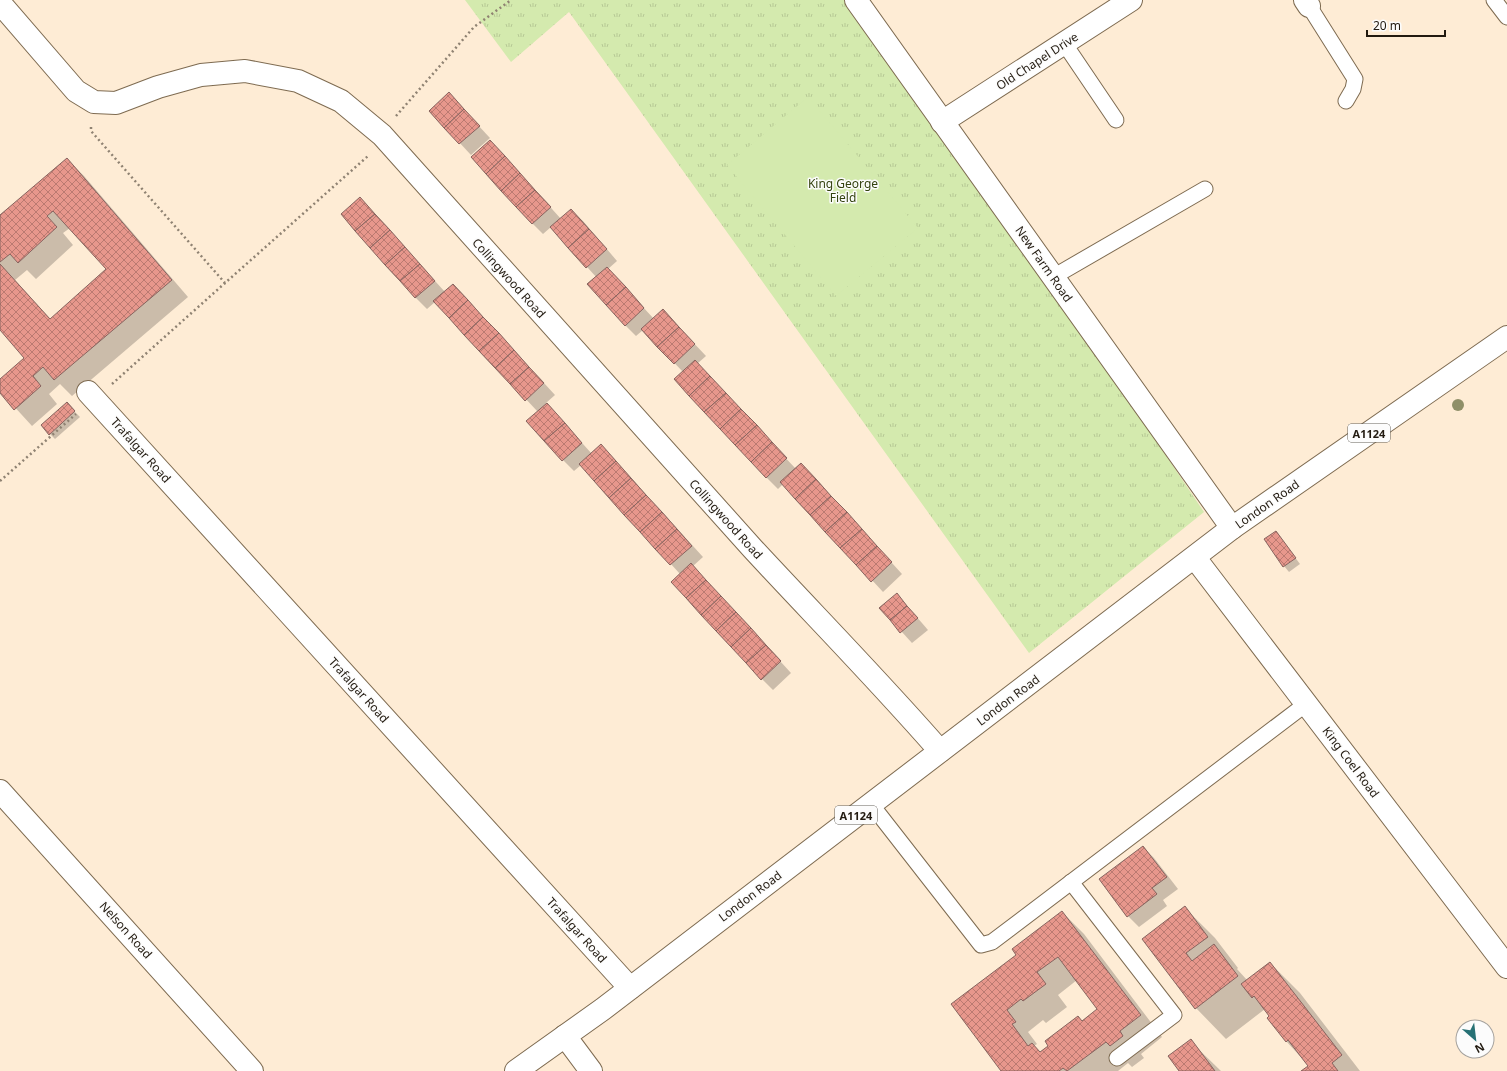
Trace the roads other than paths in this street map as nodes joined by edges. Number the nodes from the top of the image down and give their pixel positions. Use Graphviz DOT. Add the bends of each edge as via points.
graph roads {
  1 [pos="856,0"];
  2 [pos="1131,0"];
  3 [pos="1494,0"];
  4 [pos="0,3"];
  5 [pos="1307,3"];
  6 [pos="1507,17"];
  7 [pos="1064,43"];
  8 [pos="1346,101"];
  9 [pos="1116,120"];
  10 [pos="942,122"];
  11 [pos="1205,189"];
  12 [pos="1053,277"];
  13 [pos="1507,337"];
  14 [pos="88,392"];
  15 [pos="1232,528"];
  16 [pos="1194,558"];
  17 [pos="1306,704"];
  18 [pos="940,751"];
  19 [pos="0,790"];
  20 [pos="871,804"];
  21 [pos="1071,882"];
  22 [pos="1507,966"];
  23 [pos="630,988"];
  24 [pos="565,1036"];
  25 [pos="1117,1058"];
  26 [pos="252,1071"];
  27 [pos="516,1071"];
  28 [pos="591,1071"];
  1 -- 10 [label="street, New Farm Road"];
  2 -- 7 [label="street, Old Chapel Drive"];
  3 -- 6 [label="lane"];
  4 -- 18 [label="street, Collingwood Road" via="76,91 94,102 116,103 158,87 201,75 245,71 298,81 341,101 382,135 604,384"];
  5 -- 8 [label="lane" via="1354,79 1353,89"];
  7 -- 9 [label="lane"];
  7 -- 10 [label="street, Old Chapel Drive"];
  10 -- 12 [label="street, New Farm Road"];
  11 -- 12 [label="lane"];
  12 -- 15 [label="street, New Farm Road"];
  13 -- 15 [label="street, London Road / A1124"];
  14 -- 23 [label="street, Trafalgar Road"];
  15 -- 16 [label="street, London Road / A1124"];
  16 -- 17 [label="street, King Coel Road"];
  16 -- 18 [label="street, London Road / A1124"];
  17 -- 21 [label="lane"];
  17 -- 22 [label="street, King Coel Road"];
  18 -- 20 [label="street, London Road / A1124"];
  19 -- 26 [label="street, Nelson Road"];
  20 -- 21 [label="lane" via="981,945 992,942"];
  20 -- 23 [label="street, London Road / A1124"];
  21 -- 25 [label="lane" via="1174,1015"];
  23 -- 24 [label="street, London Road / A1124"];
  24 -- 27 [label="street, London Road / A1124"];
  24 -- 28 [label="street"];
}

------------------------------

◆ **WORK INSTRUCTION**
Print the whole listing above exactly, and keep every picture out of the copy.

◆ **OUTPUT FOR THIS EXERCISE**
Trace the roads other than paths in this street map as nodes joined by edges. Number the nodes from the top of the image down and give their pixel positions. Use Graphviz DOT. Add the bends of each edge as via points.
graph roads {
  1 [pos="856,0"];
  2 [pos="1131,0"];
  3 [pos="1494,0"];
  4 [pos="0,3"];
  5 [pos="1307,3"];
  6 [pos="1507,17"];
  7 [pos="1064,43"];
  8 [pos="1346,101"];
  9 [pos="1116,120"];
  10 [pos="942,122"];
  11 [pos="1205,189"];
  12 [pos="1053,277"];
  13 [pos="1507,337"];
  14 [pos="88,392"];
  15 [pos="1232,528"];
  16 [pos="1194,558"];
  17 [pos="1306,704"];
  18 [pos="940,751"];
  19 [pos="0,790"];
  20 [pos="871,804"];
  21 [pos="1071,882"];
  22 [pos="1507,966"];
  23 [pos="630,988"];
  24 [pos="565,1036"];
  25 [pos="1117,1058"];
  26 [pos="252,1071"];
  27 [pos="516,1071"];
  28 [pos="591,1071"];
  1 -- 10 [label="street, New Farm Road"];
  2 -- 7 [label="street, Old Chapel Drive"];
  3 -- 6 [label="lane"];
  4 -- 18 [label="street, Collingwood Road" via="76,91 94,102 116,103 158,87 201,75 245,71 298,81 341,101 382,135 604,384"];
  5 -- 8 [label="lane" via="1354,79 1353,89"];
  7 -- 9 [label="lane"];
  7 -- 10 [label="street, Old Chapel Drive"];
  10 -- 12 [label="street, New Farm Road"];
  11 -- 12 [label="lane"];
  12 -- 15 [label="street, New Farm Road"];
  13 -- 15 [label="street, London Road / A1124"];
  14 -- 23 [label="street, Trafalgar Road"];
  15 -- 16 [label="street, London Road / A1124"];
  16 -- 17 [label="street, King Coel Road"];
  16 -- 18 [label="street, London Road / A1124"];
  17 -- 21 [label="lane"];
  17 -- 22 [label="street, King Coel Road"];
  18 -- 20 [label="street, London Road / A1124"];
  19 -- 26 [label="street, Nelson Road"];
  20 -- 21 [label="lane" via="981,945 992,942"];
  20 -- 23 [label="street, London Road / A1124"];
  21 -- 25 [label="lane" via="1174,1015"];
  23 -- 24 [label="street, London Road / A1124"];
  24 -- 27 [label="street, London Road / A1124"];
  24 -- 28 [label="street"];
}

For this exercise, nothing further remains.